═══ RECORDS SHOWN ═══

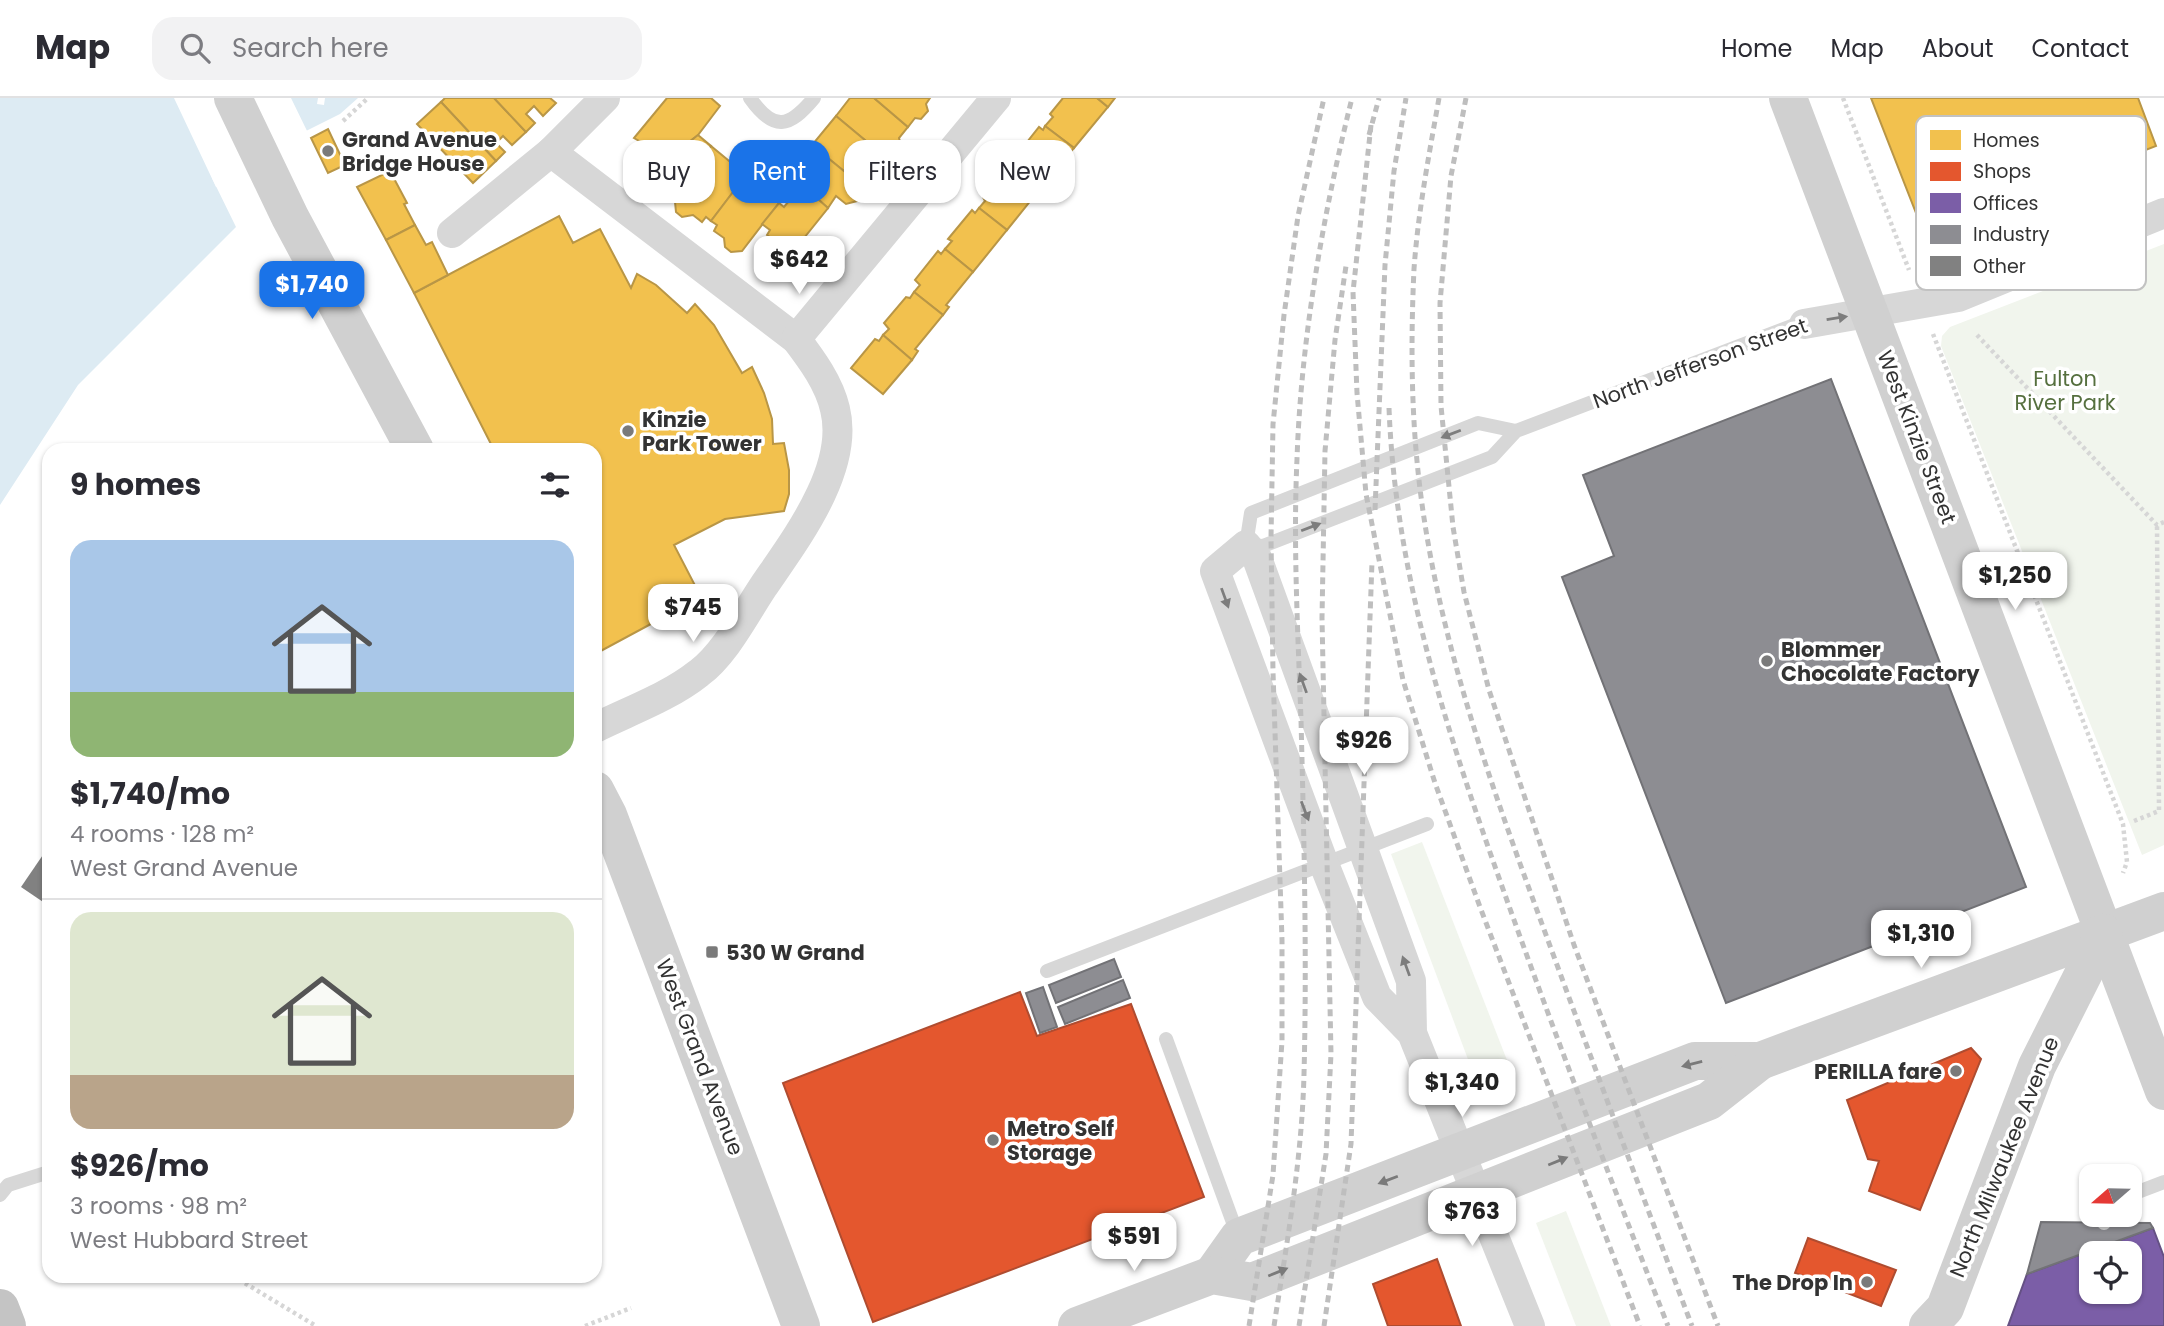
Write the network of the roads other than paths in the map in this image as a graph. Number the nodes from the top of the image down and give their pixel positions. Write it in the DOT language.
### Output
graph roads {
  1 [pos="233,98"];
  2 [pos="605,98"];
  3 [pos="750,98"];
  4 [pos="814,98"];
  5 [pos="996,98"];
  6 [pos="1788,98"];
  7 [pos="551,152"];
  8 [pos="2164,212"];
  9 [pos="2146,219"];
  10 [pos="452,233"];
  11 [pos="1975,290"];
  12 [pos="1870,313"];
  13 [pos="1804,324"];
  14 [pos="796,339"];
  15 [pos="1516,431"];
  16 [pos="411,443"];
  17 [pos="1246,545"];
  18 [pos="602,724"];
  19 [pos="602,816"];
  20 [pos="1427,824"];
  21 [pos="1363,849"];
  22 [pos="1325,864"];
  23 [pos="2164,911"];
  24 [pos="2104,933"];
  25 [pos="1047,971"];
  26 [pos="1412,1033"];
  27 [pos="1166,1039"];
  28 [pos="1759,1061"];
  29 [pos="2164,1091"];
  30 [pos="1461,1152"];
  31 [pos="42,1174"];
  32 [pos="2164,1182"];
  33 [pos="2142,1190"];
  34 [pos="1477,1193"];
  35 [pos="0,1195"];
  36 [pos="1239,1237"];
  37 [pos="1212,1275"];
  38 [pos="0,1308"];
  39 [pos="1940,1320"];
  40 [pos="7,1326"];
  41 [pos="801,1326"];
  42 [pos="1077,1326"];
  43 [pos="1530,1326"];
  1 -- 16 [label="main road"];
  2 -- 7 [label="street"];
  3 -- 4 [label="lane"];
  5 -- 14 [label="street"];
  6 -- 12 [label="main road, West Kinzie Street"];
  7 -- 10 [label="street"];
  7 -- 14 [label="street"];
  8 -- 9 [label="street, North Jefferson Street"];
  11 -- 12 [label="street, North Jefferson Street"];
  13 -- 12 [label="street, North Jefferson Street, one-way"];
  12 -- 24 [label="main road, West Kinzie Street"];
  13 -- 15 [label="lane, North Jefferson Street"];
  14 -- 18 [label="street"];
  17 -- 15 [label="lane, North Jefferson Street, one-way"];
  15 -- 17 [label="lane, one-way"];
  21 -- 17 [label="street, one-way"];
  17 -- 22 [label="street, one-way"];
  19 -- 41 [label="main road, West Grand Avenue"];
  20 -- 21 [label="lane"];
  21 -- 22 [label="lane"];
  26 -- 21 [label="street, one-way"];
  22 -- 25 [label="lane"];
  22 -- 26 [label="street"];
  23 -- 24 [label="main road"];
  24 -- 28 [label="main road"];
  24 -- 29 [label="main road, West Kinzie Street"];
  24 -- 39 [label="main road, North Milwaukee Avenue"];
  26 -- 30 [label="street"];
  27 -- 36 [label="lane"];
  28 -- 30 [label="main road, one-way"];
  34 -- 28 [label="main road, one-way"];
  30 -- 34 [label="street"];
  30 -- 36 [label="main road, one-way"];
  31 -- 35 [label="lane"];
  32 -- 33 [label="lane"];
  37 -- 34 [label="main road, one-way"];
  34 -- 43 [label="street"];
  36 -- 37 [label="main road"];
  37 -- 42 [label="main road"];
  38 -- 40 [label="highway"];
}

═══

▸ BRIEF
Reproduce all of the entries word for word, skipping any pictures they hold.

▸ ANSWER AREA
Write the network of the roads other than paths in the map in this image as a graph. Number the nodes from the top of the image down and give their pixel positions. Write it in the DOT language.
### Output
graph roads {
  1 [pos="233,98"];
  2 [pos="605,98"];
  3 [pos="750,98"];
  4 [pos="814,98"];
  5 [pos="996,98"];
  6 [pos="1788,98"];
  7 [pos="551,152"];
  8 [pos="2164,212"];
  9 [pos="2146,219"];
  10 [pos="452,233"];
  11 [pos="1975,290"];
  12 [pos="1870,313"];
  13 [pos="1804,324"];
  14 [pos="796,339"];
  15 [pos="1516,431"];
  16 [pos="411,443"];
  17 [pos="1246,545"];
  18 [pos="602,724"];
  19 [pos="602,816"];
  20 [pos="1427,824"];
  21 [pos="1363,849"];
  22 [pos="1325,864"];
  23 [pos="2164,911"];
  24 [pos="2104,933"];
  25 [pos="1047,971"];
  26 [pos="1412,1033"];
  27 [pos="1166,1039"];
  28 [pos="1759,1061"];
  29 [pos="2164,1091"];
  30 [pos="1461,1152"];
  31 [pos="42,1174"];
  32 [pos="2164,1182"];
  33 [pos="2142,1190"];
  34 [pos="1477,1193"];
  35 [pos="0,1195"];
  36 [pos="1239,1237"];
  37 [pos="1212,1275"];
  38 [pos="0,1308"];
  39 [pos="1940,1320"];
  40 [pos="7,1326"];
  41 [pos="801,1326"];
  42 [pos="1077,1326"];
  43 [pos="1530,1326"];
  1 -- 16 [label="main road"];
  2 -- 7 [label="street"];
  3 -- 4 [label="lane"];
  5 -- 14 [label="street"];
  6 -- 12 [label="main road, West Kinzie Street"];
  7 -- 10 [label="street"];
  7 -- 14 [label="street"];
  8 -- 9 [label="street, North Jefferson Street"];
  11 -- 12 [label="street, North Jefferson Street"];
  13 -- 12 [label="street, North Jefferson Street, one-way"];
  12 -- 24 [label="main road, West Kinzie Street"];
  13 -- 15 [label="lane, North Jefferson Street"];
  14 -- 18 [label="street"];
  17 -- 15 [label="lane, North Jefferson Street, one-way"];
  15 -- 17 [label="lane, one-way"];
  21 -- 17 [label="street, one-way"];
  17 -- 22 [label="street, one-way"];
  19 -- 41 [label="main road, West Grand Avenue"];
  20 -- 21 [label="lane"];
  21 -- 22 [label="lane"];
  26 -- 21 [label="street, one-way"];
  22 -- 25 [label="lane"];
  22 -- 26 [label="street"];
  23 -- 24 [label="main road"];
  24 -- 28 [label="main road"];
  24 -- 29 [label="main road, West Kinzie Street"];
  24 -- 39 [label="main road, North Milwaukee Avenue"];
  26 -- 30 [label="street"];
  27 -- 36 [label="lane"];
  28 -- 30 [label="main road, one-way"];
  34 -- 28 [label="main road, one-way"];
  30 -- 34 [label="street"];
  30 -- 36 [label="main road, one-way"];
  31 -- 35 [label="lane"];
  32 -- 33 [label="lane"];
  37 -- 34 [label="main road, one-way"];
  34 -- 43 [label="street"];
  36 -- 37 [label="main road"];
  37 -- 42 [label="main road"];
  38 -- 40 [label="highway"];
}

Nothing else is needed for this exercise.